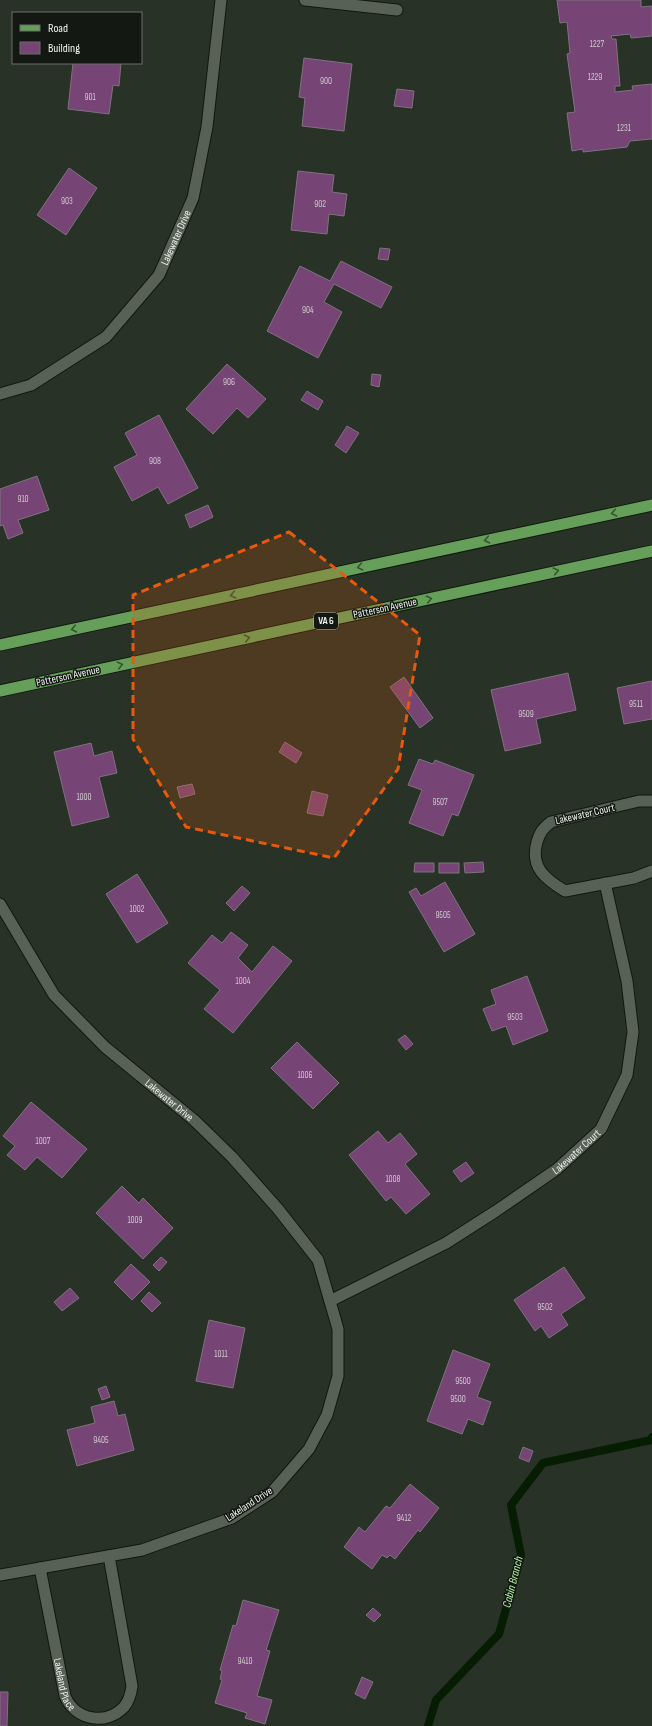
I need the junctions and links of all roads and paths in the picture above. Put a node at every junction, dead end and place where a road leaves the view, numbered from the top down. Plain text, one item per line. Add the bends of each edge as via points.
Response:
1 (221, 0) edge
2 (305, 0) edge
3 (397, 10) dead end
4 (0, 394) edge
5 (652, 505) edge
6 (652, 551) edge
7 (0, 644) edge
8 (0, 691) edge
9 (652, 801) edge
10 (652, 871) edge
11 (605, 884) junction
12 (0, 904) edge
13 (330, 1300) junction
14 (109, 1556) junction
15 (40, 1568) junction
16 (0, 1575) edge

1 - 4 street, Lakewater Drive via 207,127 193,198 158,275 106,337 31,385
2 - 3 street
5 -> 7 main road
8 -> 6 main road, Patterson Avenue / VA 6
9 - 11 street, Lakewater Court via 639,801 563,818 543,828 534,852 535,861 550,882 565,891
10 - 11 street, Lakewater Court
11 - 13 street, Lakewater Court via 627,981 634,1032 627,1075 601,1129 557,1169 446,1243
12 - 13 street, Lakewater Drive via 54,995 105,1047 194,1120 232,1157 278,1209 318,1260
13 - 14 street, Lakeland Drive via 338,1329 338,1376 327,1415 309,1449 272,1492 232,1518 142,1550
14 - 15 street, Lakeland Drive
14 - 15 street, Lakeland Place via 132,1686 124,1707 106,1718 84,1717 68,1703
15 - 16 street, Lakeland Drive

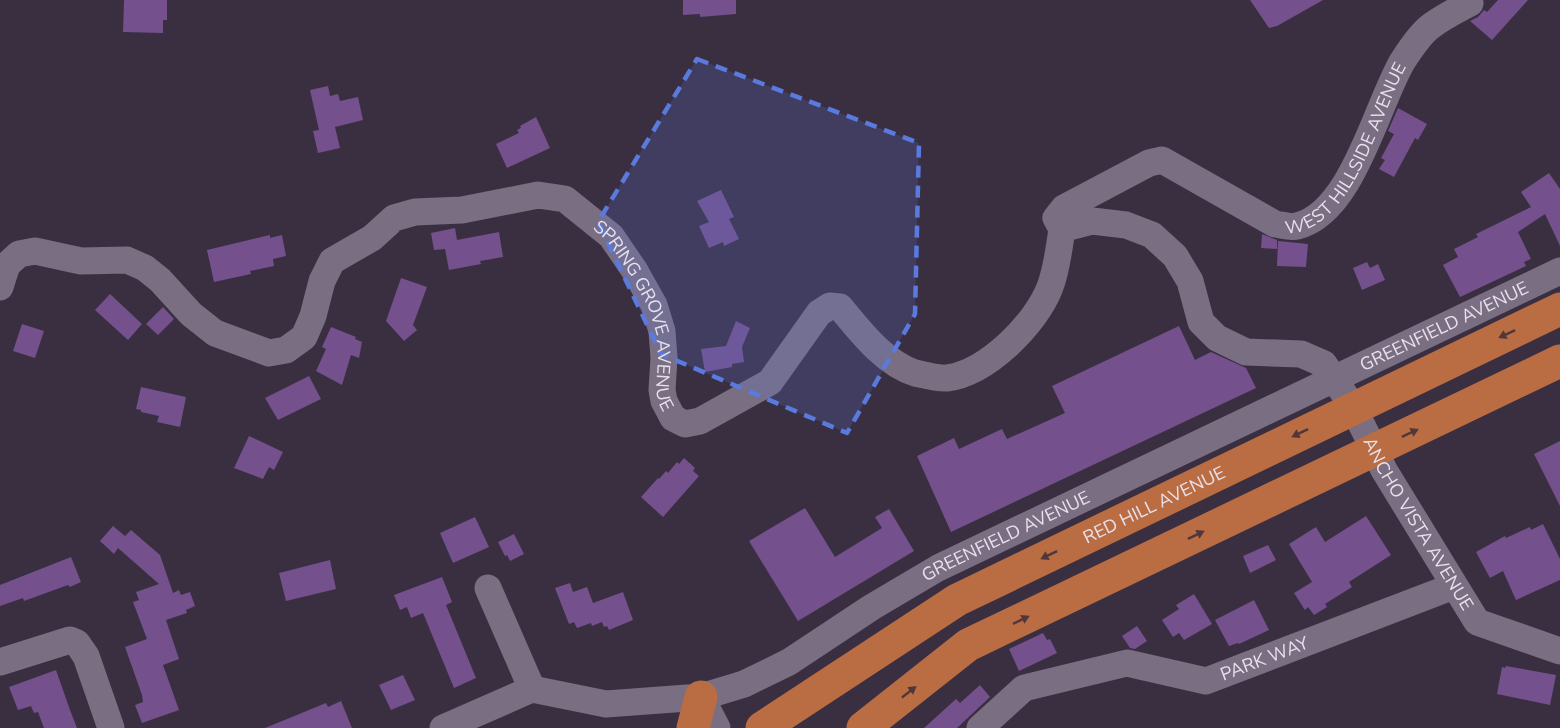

::::

-- Exercise goal --
Output the listing exactly. Leave out any image.

-- Output of the exercise --
I need the junctions and links of all roads and paths in the picture above. Put a node at every junction, dead end and place where a road leaves the view, numbered from the top down. Plain text, one item per line. Add the bends of each edge as via points.
Response:
1 (221, 0) edge
2 (305, 0) edge
3 (397, 10) dead end
4 (0, 394) edge
5 (652, 505) edge
6 (652, 551) edge
7 (0, 644) edge
8 (0, 691) edge
9 (652, 801) edge
10 (652, 871) edge
11 (605, 884) junction
12 (0, 904) edge
13 (330, 1300) junction
14 (109, 1556) junction
15 (40, 1568) junction
16 (0, 1575) edge

1 - 4 street, Lakewater Drive via 207,127 193,198 158,275 106,337 31,385
2 - 3 street
5 -> 7 main road
8 -> 6 main road, Patterson Avenue / VA 6
9 - 11 street, Lakewater Court via 639,801 563,818 543,828 534,852 535,861 550,882 565,891
10 - 11 street, Lakewater Court
11 - 13 street, Lakewater Court via 627,981 634,1032 627,1075 601,1129 557,1169 446,1243
12 - 13 street, Lakewater Drive via 54,995 105,1047 194,1120 232,1157 278,1209 318,1260
13 - 14 street, Lakeland Drive via 338,1329 338,1376 327,1415 309,1449 272,1492 232,1518 142,1550
14 - 15 street, Lakeland Drive
14 - 15 street, Lakeland Place via 132,1686 124,1707 106,1718 84,1717 68,1703
15 - 16 street, Lakeland Drive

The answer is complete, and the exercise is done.